> **Your objective**
Sort through the listing below and keep each line with the word "כנרת". Copy those.

> **Dataset entries**
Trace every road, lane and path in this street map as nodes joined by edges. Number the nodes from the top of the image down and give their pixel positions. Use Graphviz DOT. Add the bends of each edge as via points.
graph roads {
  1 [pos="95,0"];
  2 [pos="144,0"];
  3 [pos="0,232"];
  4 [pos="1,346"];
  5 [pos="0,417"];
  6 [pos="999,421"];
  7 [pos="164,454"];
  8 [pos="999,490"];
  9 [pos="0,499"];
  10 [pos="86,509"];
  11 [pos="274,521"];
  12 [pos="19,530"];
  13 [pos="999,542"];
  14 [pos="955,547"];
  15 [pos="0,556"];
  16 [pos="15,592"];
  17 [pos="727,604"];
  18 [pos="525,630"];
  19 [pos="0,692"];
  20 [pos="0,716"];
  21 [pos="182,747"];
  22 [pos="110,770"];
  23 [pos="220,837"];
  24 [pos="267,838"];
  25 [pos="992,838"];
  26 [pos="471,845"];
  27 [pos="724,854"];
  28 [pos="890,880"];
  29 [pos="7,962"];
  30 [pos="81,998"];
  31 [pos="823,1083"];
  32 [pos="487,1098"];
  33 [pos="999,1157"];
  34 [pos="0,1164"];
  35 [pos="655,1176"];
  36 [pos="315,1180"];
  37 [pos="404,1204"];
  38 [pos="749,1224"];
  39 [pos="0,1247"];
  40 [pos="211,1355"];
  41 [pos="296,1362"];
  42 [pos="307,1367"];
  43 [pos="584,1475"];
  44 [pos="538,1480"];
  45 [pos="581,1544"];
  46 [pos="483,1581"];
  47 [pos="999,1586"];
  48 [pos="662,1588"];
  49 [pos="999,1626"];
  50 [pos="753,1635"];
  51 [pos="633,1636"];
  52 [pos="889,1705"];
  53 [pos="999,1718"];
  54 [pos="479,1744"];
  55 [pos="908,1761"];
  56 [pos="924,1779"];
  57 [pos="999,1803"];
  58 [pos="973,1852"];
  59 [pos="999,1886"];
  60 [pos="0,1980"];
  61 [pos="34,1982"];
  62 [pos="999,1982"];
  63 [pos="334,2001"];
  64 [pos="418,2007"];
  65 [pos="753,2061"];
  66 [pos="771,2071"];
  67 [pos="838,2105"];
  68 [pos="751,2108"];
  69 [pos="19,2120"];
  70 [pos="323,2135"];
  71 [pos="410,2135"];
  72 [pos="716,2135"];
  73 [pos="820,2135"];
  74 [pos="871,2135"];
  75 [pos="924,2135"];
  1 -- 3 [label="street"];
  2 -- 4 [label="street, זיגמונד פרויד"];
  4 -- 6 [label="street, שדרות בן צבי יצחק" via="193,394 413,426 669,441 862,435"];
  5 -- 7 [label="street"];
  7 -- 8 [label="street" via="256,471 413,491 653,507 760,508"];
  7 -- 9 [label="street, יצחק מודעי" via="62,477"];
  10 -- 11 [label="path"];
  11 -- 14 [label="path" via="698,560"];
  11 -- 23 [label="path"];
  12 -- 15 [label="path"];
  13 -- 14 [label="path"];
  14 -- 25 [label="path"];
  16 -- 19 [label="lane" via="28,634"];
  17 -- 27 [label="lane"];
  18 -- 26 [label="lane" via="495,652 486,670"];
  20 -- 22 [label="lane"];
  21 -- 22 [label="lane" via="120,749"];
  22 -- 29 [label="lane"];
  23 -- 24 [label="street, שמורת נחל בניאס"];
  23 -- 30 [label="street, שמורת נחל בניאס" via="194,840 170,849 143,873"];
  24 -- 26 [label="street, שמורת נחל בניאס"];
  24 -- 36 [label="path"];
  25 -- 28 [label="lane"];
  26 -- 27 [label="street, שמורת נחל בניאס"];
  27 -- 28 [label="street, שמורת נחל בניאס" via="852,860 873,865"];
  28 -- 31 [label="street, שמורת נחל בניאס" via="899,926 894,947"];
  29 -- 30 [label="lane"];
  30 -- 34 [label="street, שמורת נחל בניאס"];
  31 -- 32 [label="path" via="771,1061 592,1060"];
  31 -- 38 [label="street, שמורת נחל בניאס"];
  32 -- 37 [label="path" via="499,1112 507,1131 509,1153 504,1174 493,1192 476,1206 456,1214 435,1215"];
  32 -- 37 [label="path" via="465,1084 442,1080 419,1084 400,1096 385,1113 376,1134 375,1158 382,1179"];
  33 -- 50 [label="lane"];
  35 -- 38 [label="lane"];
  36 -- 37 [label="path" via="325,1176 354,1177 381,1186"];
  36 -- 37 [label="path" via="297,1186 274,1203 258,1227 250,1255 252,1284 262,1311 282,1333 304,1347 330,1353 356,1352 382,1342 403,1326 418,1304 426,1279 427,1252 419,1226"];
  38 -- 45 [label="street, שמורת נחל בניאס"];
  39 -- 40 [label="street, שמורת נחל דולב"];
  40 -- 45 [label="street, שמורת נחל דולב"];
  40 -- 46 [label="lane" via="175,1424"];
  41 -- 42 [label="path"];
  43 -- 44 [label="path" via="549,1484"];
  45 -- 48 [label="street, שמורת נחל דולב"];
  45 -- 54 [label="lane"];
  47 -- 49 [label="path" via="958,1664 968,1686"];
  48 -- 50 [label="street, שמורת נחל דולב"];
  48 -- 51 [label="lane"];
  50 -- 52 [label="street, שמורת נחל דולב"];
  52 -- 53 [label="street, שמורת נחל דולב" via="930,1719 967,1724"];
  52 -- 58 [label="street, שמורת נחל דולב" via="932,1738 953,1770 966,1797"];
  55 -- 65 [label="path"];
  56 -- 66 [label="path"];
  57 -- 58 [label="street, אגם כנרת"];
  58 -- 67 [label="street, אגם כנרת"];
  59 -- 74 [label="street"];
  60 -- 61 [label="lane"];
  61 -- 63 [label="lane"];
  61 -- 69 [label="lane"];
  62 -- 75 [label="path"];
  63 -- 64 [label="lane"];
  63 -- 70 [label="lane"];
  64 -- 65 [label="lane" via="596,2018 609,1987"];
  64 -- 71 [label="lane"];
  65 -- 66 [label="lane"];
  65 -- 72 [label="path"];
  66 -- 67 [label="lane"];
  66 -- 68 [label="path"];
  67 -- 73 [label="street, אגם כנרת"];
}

> **Written reply**
  57 -- 58 [label="street, אגם כנרת"];
  58 -- 67 [label="street, אגם כנרת"];
  67 -- 73 [label="street, אגם כנרת"];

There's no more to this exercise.